TASK INSTRUCTIONS:
A faithful copy is required: transcribe each line below exactly, minus the pictures.

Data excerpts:
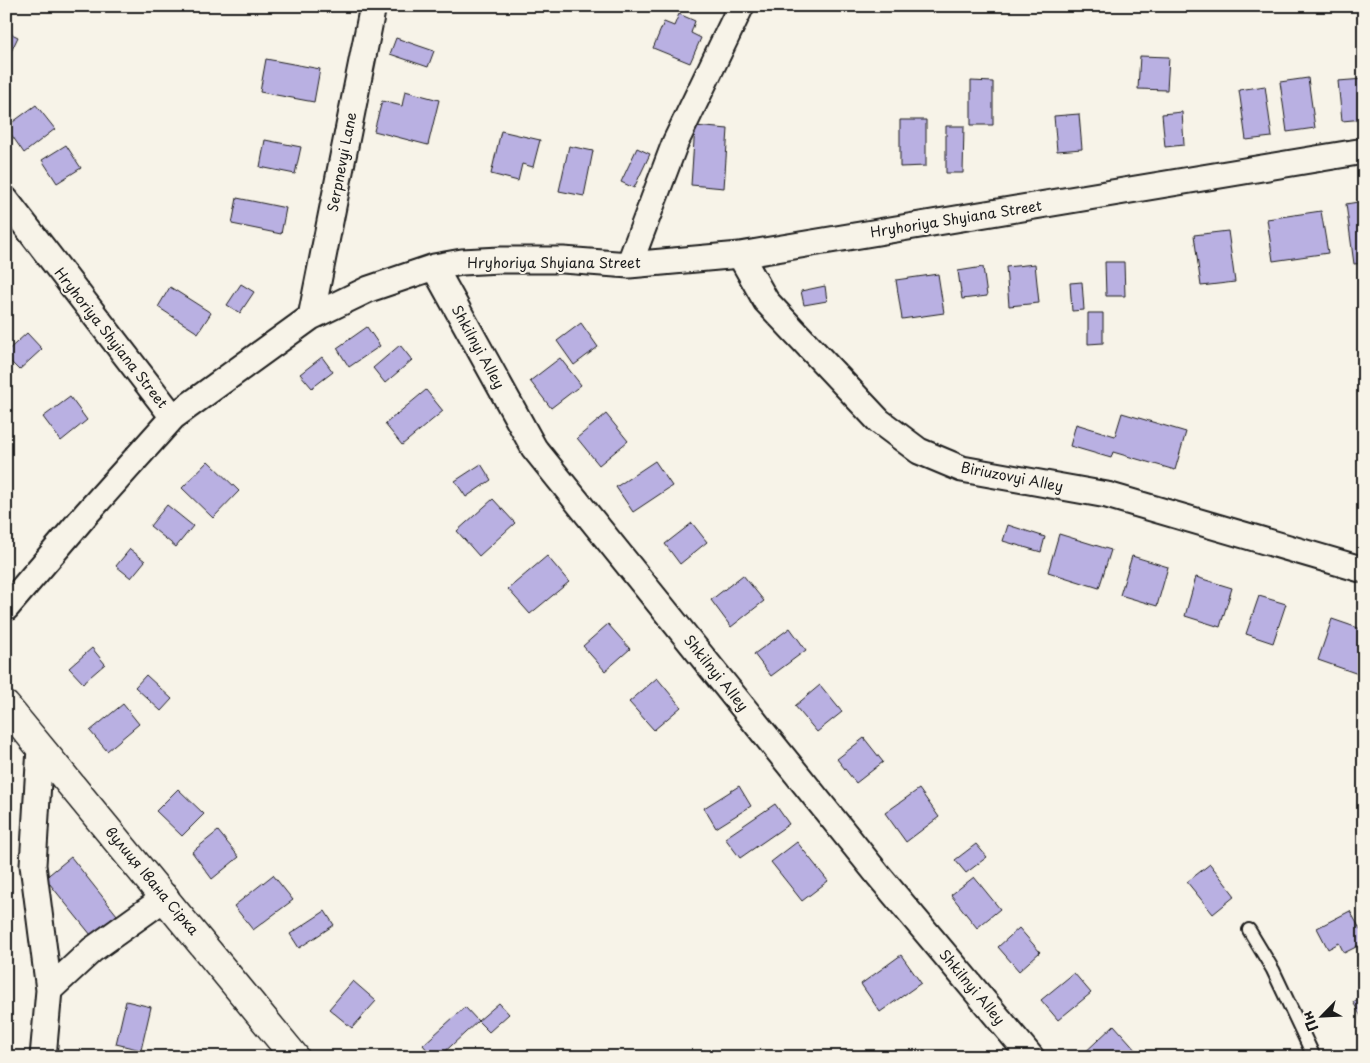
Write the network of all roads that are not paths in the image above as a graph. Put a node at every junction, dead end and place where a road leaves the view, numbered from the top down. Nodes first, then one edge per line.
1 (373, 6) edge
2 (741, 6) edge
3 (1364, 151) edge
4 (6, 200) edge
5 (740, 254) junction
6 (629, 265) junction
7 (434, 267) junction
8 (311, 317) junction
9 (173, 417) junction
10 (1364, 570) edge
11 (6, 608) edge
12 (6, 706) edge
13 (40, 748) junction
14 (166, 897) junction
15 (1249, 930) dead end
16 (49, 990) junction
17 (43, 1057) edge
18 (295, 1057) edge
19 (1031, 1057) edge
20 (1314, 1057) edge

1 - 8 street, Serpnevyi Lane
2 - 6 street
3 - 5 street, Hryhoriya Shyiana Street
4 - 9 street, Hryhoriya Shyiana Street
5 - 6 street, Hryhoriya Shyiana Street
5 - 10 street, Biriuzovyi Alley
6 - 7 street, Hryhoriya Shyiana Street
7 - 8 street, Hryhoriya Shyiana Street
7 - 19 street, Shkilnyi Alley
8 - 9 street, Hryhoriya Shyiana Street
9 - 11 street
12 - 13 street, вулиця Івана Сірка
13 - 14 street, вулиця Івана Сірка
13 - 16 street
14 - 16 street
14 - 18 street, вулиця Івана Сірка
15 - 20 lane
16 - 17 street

TASK RESPONSE:
Write the network of all roads that are not paths in the image above as a graph. Put a node at every junction, dead end and place where a road leaves the view, numbered from the top down. Nodes first, then one edge per line.
1 (373, 6) edge
2 (741, 6) edge
3 (1364, 151) edge
4 (6, 200) edge
5 (740, 254) junction
6 (629, 265) junction
7 (434, 267) junction
8 (311, 317) junction
9 (173, 417) junction
10 (1364, 570) edge
11 (6, 608) edge
12 (6, 706) edge
13 (40, 748) junction
14 (166, 897) junction
15 (1249, 930) dead end
16 (49, 990) junction
17 (43, 1057) edge
18 (295, 1057) edge
19 (1031, 1057) edge
20 (1314, 1057) edge

1 - 8 street, Serpnevyi Lane
2 - 6 street
3 - 5 street, Hryhoriya Shyiana Street
4 - 9 street, Hryhoriya Shyiana Street
5 - 6 street, Hryhoriya Shyiana Street
5 - 10 street, Biriuzovyi Alley
6 - 7 street, Hryhoriya Shyiana Street
7 - 8 street, Hryhoriya Shyiana Street
7 - 19 street, Shkilnyi Alley
8 - 9 street, Hryhoriya Shyiana Street
9 - 11 street
12 - 13 street, вулиця Івана Сірка
13 - 14 street, вулиця Івана Сірка
13 - 16 street
14 - 16 street
14 - 18 street, вулиця Івана Сірка
15 - 20 lane
16 - 17 street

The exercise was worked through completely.